Pelim Unker, the Turkish journalist recently sentenced to thirteen months in prison for reporting on links of a former Turkish prime minister to companies in Malta, has sent a message of solidarity and appreciation to people attending the monthly vigil for Truth and Justice today.
“The threat to press freedom is a major challenge for imperfect democracies like Malta or Turkey, ” Pelim Unker said in her message. “Our countries are similar in this respect. When the rule of law is eroded each passing day, corruption is given the space to grow at the same rate. That is why journalism is under pressure: in Malta and in Turkey.”

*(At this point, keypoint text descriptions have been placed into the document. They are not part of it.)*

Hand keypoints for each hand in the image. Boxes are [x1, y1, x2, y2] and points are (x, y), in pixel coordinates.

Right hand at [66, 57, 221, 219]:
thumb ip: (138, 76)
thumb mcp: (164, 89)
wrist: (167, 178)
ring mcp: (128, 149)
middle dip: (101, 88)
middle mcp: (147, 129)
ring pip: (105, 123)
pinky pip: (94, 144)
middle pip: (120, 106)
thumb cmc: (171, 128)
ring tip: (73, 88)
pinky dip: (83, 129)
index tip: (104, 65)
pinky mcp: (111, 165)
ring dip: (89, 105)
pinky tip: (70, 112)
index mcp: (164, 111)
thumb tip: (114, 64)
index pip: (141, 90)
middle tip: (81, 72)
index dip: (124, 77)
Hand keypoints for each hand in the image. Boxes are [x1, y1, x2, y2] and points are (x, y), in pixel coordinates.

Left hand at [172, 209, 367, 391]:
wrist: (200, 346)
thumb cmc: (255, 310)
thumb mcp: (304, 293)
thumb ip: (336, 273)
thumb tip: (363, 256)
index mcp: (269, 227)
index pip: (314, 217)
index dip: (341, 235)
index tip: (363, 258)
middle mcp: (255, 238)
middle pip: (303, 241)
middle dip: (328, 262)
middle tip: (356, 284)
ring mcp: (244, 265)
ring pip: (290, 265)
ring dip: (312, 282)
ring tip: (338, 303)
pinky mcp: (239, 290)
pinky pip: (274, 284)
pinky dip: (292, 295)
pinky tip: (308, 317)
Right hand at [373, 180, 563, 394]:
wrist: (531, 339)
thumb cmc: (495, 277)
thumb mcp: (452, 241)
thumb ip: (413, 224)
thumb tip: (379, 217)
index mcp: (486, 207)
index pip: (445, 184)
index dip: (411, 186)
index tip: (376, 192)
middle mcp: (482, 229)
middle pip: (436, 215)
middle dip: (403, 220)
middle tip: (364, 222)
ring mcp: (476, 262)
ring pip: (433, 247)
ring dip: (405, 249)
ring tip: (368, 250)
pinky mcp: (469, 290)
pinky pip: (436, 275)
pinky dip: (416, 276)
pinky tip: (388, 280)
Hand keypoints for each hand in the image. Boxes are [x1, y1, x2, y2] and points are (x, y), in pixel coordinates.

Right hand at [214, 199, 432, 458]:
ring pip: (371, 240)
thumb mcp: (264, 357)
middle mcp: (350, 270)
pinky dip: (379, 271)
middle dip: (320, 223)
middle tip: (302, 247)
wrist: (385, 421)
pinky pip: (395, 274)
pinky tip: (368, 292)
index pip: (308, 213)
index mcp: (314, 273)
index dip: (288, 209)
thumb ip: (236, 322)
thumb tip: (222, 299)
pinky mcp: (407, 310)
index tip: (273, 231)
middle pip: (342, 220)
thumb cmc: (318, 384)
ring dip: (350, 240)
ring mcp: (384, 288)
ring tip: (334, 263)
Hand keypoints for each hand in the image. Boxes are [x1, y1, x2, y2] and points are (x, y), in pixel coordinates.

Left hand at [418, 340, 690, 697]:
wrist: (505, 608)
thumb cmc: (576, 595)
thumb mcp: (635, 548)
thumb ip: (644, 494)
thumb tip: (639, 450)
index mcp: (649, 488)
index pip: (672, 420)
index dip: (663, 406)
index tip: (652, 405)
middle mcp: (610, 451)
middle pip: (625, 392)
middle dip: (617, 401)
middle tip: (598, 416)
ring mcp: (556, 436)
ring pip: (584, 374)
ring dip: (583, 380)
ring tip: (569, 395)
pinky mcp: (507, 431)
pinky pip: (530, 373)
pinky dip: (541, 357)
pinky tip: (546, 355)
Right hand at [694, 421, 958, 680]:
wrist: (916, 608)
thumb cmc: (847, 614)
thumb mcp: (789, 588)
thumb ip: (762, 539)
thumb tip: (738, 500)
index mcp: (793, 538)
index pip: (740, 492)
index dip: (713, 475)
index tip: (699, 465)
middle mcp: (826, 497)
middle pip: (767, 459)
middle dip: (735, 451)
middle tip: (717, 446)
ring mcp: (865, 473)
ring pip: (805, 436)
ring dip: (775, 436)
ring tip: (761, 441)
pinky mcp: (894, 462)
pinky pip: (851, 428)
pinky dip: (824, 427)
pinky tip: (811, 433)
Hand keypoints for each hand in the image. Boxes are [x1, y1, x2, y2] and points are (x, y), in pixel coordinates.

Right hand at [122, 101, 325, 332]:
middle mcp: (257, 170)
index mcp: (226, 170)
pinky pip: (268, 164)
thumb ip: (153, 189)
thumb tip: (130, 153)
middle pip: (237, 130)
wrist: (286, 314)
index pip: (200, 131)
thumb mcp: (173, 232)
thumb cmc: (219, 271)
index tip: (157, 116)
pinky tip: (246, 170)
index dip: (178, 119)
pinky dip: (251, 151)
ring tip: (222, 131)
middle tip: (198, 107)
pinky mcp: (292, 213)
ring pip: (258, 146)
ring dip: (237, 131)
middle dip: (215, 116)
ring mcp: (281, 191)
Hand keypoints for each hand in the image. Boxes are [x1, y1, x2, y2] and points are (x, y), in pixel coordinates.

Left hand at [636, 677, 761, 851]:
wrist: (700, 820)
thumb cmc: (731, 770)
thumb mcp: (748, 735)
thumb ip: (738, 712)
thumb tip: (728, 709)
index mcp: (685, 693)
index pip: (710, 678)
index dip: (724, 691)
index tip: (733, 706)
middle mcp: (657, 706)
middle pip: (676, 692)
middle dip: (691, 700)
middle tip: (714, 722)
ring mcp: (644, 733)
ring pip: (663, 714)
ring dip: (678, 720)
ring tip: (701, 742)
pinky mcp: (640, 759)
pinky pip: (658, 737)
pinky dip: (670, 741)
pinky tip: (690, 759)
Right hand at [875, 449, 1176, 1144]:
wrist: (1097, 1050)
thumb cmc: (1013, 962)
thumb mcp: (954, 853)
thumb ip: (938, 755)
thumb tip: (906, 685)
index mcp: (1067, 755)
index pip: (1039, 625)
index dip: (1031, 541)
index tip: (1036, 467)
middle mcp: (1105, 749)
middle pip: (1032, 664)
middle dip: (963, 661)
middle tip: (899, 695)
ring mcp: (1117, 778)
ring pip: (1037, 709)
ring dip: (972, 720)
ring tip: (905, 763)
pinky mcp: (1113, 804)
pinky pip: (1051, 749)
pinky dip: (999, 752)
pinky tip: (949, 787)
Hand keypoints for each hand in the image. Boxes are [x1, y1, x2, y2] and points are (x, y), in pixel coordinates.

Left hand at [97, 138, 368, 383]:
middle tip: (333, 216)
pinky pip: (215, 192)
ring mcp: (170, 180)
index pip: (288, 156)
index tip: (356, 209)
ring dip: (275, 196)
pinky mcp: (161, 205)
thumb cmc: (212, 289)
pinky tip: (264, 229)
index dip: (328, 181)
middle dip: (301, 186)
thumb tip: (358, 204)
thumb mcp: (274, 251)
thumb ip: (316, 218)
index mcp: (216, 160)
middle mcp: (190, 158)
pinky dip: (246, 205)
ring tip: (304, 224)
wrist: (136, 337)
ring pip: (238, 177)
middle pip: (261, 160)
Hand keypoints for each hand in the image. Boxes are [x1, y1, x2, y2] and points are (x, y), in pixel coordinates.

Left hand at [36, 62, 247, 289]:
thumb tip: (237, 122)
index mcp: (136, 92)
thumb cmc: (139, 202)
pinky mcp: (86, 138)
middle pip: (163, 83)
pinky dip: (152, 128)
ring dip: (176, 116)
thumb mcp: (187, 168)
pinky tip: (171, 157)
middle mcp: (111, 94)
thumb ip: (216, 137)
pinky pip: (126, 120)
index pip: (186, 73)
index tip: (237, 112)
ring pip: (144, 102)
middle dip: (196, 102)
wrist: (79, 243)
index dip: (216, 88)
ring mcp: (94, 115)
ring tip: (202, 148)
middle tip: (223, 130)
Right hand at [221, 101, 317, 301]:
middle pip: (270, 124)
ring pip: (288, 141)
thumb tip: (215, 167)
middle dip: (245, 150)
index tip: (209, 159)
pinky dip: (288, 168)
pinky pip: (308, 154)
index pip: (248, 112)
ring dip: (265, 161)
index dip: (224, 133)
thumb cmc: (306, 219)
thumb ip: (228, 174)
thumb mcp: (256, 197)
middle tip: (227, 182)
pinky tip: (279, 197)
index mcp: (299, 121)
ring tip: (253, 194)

Pelim Unker’s message was read out in Valletta today.
“Around 40 journalists have been murdered or have disappeared in Turkey in the past 25 years. Daphne’s killing is the first murder of a journalist in the European Union. But it’s not the last one.
“People who kill journalists want nothing but to silence them. Sometimes the same objective of silence is achieved by sending journalists to prison. That is my experience.
“But it is more accurate to say that what they want to silence is the story. They want to cover up the truth.
“People need free journalists. People need to hear reality. Democracy needs journalists.”
Pelim Unker said in her message to the vigil marking 15 months since the assassination of Daphne Caruana Galizia that Turkey is the world’s biggest prison for journalists. “There are more than 140 journalists in Turkey’s prisons now and I face the prospect of joining them.”
“We all need to understand that if one journalist falls silent, the entire society will go deaf.
“We have to strengthen solidarity and we need to collaborate across borders to be able to resist together the pressure that seeks to crush us. When we stand together, our voice will be stronger.
“I do believe history will not forgive the liars. One day the facts will win.
Pelim Unker thanked demonstrators at today’s vigil for their solidarity and support. “Let them be reminded: ‘Journalism is not a crime’,” her message ended.
Pelin Unker reported findings in the Paradise Papers leaks that revealed that two sons of former Turkish Prime Minister Binali Yildirim had links to five Maltese companies.
She has not yet been incarcerated pending her appeal.